Surat kabar Weser Kurier di Berlin menanggapi kekhawatiran AS terhadap serangan teror dan mencatat:

Bahwa sampai sekarang belum terjadi serangan teror baru di AS, bukanlah karena kewaspadaan badan-badan intelijen, melainkan terlebih karena norma yang dijadikan tolok ukur bagi Al Qaeda sendiri. Setiap serangan yang kalah hebat dengan serangan 11 September, dianggapnya sebagai kelemahan. Perang di Afganistan untuk sementara menghentikan aksi teror berdarah. Namun sejak kehadiran AS di Irak, para pengilkut Osama bin Laden tidak hanya punya target baru , melainkan juga punya lebih banyak ruang gerak. Peringatan Tom Ridge menggarisbawahi bahwa Al Qaida membuat rencana besar berjangka panjang . Sudah saatnya, Washington menentukan prioritas yang tepat.

Namun harian Austria Kurier berpendapat, kekhawatiran terhadap ancaman serangan teror merupakan bagian dalam program kampanye pemilihan presiden AS:

Fakta adalah, sejak trauma 11 September 2001, perang anti-teror dan keamanan nasional merupakan masalah utama bagi warga AS. John Kerry dalam kongres partai di Boston juga menegaskan, masalah itu akan dijadikan tema dalam kampanye pemilihan. Namun bagi Kerry masalahnya, ancaman yang konkret, atau bila benar terjadi serangan teroris , maka secara politis yang diuntungkan adalah presiden sekarang, sesuai motto, janganlah menggantikan nakhoda kapal bila sedang diserang badai.

Juga harian Swis Basler Zeitung mengkaitkan peringatan ancaman serangan teror di AS dengan kampanye pemilihan presiden:

Mengingat persaingan ketat antara Kerry dan Bush masing-masing pihak harus siap menghadapi keadaan tidak terduga. Serangan teror dapat mengubah dinamika politik , seperti juga penangkapan Osama bin laden, atau bila terjadi kekacauan hebat di Irak. Para kandidat tidak dapat mengatur keadaan. Karena dalam kampanye pemilu tema besar belum ada, dan karena kedua kubu bermotivasi tinggi dan nyaris berbobot sama, faktok X-lah yang akan menentukan pemilihan presiden. Dan dari para warga AS diharapkan dapat mengambil keputusan politik tanpa histeri, juga dalam keadaan penuh ketegangan .

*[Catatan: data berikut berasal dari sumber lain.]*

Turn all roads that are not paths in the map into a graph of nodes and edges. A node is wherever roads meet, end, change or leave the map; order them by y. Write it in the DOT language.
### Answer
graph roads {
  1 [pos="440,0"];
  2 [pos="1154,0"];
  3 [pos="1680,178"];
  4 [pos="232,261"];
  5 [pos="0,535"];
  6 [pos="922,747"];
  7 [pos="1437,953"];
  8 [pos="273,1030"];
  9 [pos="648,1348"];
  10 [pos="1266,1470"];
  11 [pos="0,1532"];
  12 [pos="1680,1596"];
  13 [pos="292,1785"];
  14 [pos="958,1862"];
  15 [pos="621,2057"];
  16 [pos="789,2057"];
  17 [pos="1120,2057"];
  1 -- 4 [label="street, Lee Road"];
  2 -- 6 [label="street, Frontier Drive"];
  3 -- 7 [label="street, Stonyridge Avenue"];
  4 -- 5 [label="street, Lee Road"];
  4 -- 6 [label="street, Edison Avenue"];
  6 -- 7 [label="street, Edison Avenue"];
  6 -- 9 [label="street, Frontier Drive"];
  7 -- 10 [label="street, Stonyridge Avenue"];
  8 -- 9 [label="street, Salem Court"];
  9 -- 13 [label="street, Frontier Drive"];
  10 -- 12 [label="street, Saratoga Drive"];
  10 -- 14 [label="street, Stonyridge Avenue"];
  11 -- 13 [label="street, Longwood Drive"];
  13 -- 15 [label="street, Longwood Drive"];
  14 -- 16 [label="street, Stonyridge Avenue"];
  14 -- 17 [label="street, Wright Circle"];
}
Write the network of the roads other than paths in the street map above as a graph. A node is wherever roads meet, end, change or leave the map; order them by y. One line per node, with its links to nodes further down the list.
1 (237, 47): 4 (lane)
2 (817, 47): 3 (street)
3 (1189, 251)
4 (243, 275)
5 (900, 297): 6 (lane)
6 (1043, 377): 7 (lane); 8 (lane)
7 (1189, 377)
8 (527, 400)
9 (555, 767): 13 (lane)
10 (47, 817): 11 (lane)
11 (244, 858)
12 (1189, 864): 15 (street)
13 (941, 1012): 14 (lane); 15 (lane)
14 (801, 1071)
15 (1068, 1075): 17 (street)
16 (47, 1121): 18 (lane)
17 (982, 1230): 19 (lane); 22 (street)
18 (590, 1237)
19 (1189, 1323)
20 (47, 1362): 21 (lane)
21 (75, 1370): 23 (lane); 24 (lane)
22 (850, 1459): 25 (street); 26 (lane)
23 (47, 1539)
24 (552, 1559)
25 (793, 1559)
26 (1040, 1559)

Dan harian Italia La Repubblica dalam tajuknya mengomentari reformasi dinas intelijen sebagai senjata dalam kampanye pemilu:

CIA harus menyerahkan wewenangnya kepada seorang direktur intelijen baru yang akan menjadi mitra bicara utama Gedung Putih dalam soal penangkisan spionase dan sebagai koordinator semua badan intelijen. Selama kongres partai demokrat di Boston, Bush memang tidak mau menonjolkan diri, karena tidak ingin melemparkan isyu bagi propagandanya John Kerry. Kini Bush berniat untuk tidak membuang waktu di bulan Agustus dan dalam perang anti teror tidak akan memperlihatkan sikap lunak kepada lawannya.